_What to produce_
Find how many lines below mention "nodes". Nothing but the number is needed.

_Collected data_
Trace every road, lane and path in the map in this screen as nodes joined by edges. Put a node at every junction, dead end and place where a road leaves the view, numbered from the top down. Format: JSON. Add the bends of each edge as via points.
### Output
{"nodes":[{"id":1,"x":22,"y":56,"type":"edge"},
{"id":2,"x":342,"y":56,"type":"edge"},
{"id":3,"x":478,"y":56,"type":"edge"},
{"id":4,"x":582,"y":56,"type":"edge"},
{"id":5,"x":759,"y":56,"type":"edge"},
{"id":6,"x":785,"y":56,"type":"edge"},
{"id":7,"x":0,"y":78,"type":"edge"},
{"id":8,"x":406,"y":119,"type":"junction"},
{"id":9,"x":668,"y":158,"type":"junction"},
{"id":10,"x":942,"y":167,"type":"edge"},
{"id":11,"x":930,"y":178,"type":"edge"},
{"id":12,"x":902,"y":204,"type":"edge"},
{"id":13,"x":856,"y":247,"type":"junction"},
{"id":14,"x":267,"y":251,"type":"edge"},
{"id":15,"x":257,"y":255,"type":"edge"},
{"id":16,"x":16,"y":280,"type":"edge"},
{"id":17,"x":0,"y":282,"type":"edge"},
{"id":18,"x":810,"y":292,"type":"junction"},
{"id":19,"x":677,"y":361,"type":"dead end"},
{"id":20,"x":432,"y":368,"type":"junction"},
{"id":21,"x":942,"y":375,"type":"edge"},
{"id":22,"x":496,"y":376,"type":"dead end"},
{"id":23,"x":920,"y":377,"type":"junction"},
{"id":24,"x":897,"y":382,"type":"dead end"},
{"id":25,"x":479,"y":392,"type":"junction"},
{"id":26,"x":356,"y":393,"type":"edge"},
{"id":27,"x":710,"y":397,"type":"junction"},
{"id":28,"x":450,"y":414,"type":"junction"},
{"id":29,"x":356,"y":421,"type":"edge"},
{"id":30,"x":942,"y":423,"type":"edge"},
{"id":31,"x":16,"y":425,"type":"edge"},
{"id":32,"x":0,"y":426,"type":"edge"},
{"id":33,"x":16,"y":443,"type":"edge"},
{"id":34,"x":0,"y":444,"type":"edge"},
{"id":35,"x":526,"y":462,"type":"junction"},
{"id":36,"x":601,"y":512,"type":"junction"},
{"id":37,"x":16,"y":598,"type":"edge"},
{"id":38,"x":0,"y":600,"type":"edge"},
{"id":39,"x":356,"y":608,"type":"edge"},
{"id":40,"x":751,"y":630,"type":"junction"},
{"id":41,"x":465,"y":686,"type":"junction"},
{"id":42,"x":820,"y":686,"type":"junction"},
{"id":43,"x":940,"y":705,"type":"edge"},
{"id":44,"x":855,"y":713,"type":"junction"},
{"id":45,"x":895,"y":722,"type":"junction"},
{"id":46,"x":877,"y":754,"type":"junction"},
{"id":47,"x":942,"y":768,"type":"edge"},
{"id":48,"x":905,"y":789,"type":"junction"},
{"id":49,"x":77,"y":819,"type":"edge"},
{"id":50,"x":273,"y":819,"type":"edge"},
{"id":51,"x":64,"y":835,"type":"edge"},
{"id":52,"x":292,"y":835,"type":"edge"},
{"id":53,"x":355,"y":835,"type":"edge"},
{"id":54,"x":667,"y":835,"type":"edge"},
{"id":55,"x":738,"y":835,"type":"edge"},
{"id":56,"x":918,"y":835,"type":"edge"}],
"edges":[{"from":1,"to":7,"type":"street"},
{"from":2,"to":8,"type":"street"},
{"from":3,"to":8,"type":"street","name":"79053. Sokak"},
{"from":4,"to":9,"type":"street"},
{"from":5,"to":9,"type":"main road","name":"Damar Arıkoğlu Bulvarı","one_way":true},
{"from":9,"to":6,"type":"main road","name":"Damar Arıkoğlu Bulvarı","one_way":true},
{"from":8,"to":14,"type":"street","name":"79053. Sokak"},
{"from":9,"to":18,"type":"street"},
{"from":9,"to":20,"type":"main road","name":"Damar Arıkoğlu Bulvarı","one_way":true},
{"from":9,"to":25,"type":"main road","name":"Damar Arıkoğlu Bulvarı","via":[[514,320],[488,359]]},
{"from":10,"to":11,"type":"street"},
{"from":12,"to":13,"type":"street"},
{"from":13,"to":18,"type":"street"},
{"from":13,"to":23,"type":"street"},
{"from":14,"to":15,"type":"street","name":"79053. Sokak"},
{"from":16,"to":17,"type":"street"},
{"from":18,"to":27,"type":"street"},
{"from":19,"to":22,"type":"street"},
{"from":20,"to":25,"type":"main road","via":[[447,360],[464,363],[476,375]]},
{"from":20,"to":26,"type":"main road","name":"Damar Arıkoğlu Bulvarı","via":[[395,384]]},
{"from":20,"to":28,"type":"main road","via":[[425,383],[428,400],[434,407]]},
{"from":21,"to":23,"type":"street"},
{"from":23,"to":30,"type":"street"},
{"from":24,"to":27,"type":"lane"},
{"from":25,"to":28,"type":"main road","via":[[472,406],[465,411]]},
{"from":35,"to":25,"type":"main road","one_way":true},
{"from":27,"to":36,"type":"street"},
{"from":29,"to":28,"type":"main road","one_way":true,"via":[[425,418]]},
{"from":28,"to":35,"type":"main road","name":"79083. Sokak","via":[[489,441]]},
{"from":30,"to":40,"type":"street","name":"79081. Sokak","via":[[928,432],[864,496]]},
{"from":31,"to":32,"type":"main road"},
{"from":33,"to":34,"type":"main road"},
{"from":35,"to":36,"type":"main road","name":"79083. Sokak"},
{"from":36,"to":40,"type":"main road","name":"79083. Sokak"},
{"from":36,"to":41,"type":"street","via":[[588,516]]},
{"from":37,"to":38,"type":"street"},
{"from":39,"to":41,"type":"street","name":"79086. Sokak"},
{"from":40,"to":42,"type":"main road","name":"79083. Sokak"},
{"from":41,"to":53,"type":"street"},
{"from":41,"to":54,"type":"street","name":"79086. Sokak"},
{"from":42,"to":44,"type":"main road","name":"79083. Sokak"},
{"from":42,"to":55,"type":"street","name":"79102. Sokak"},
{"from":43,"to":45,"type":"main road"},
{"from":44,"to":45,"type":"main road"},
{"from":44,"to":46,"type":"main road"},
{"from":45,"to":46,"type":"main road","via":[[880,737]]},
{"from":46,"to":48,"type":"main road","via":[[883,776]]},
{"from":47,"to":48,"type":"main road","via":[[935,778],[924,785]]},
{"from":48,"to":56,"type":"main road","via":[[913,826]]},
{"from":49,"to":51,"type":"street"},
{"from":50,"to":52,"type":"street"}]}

_Exercise output_
2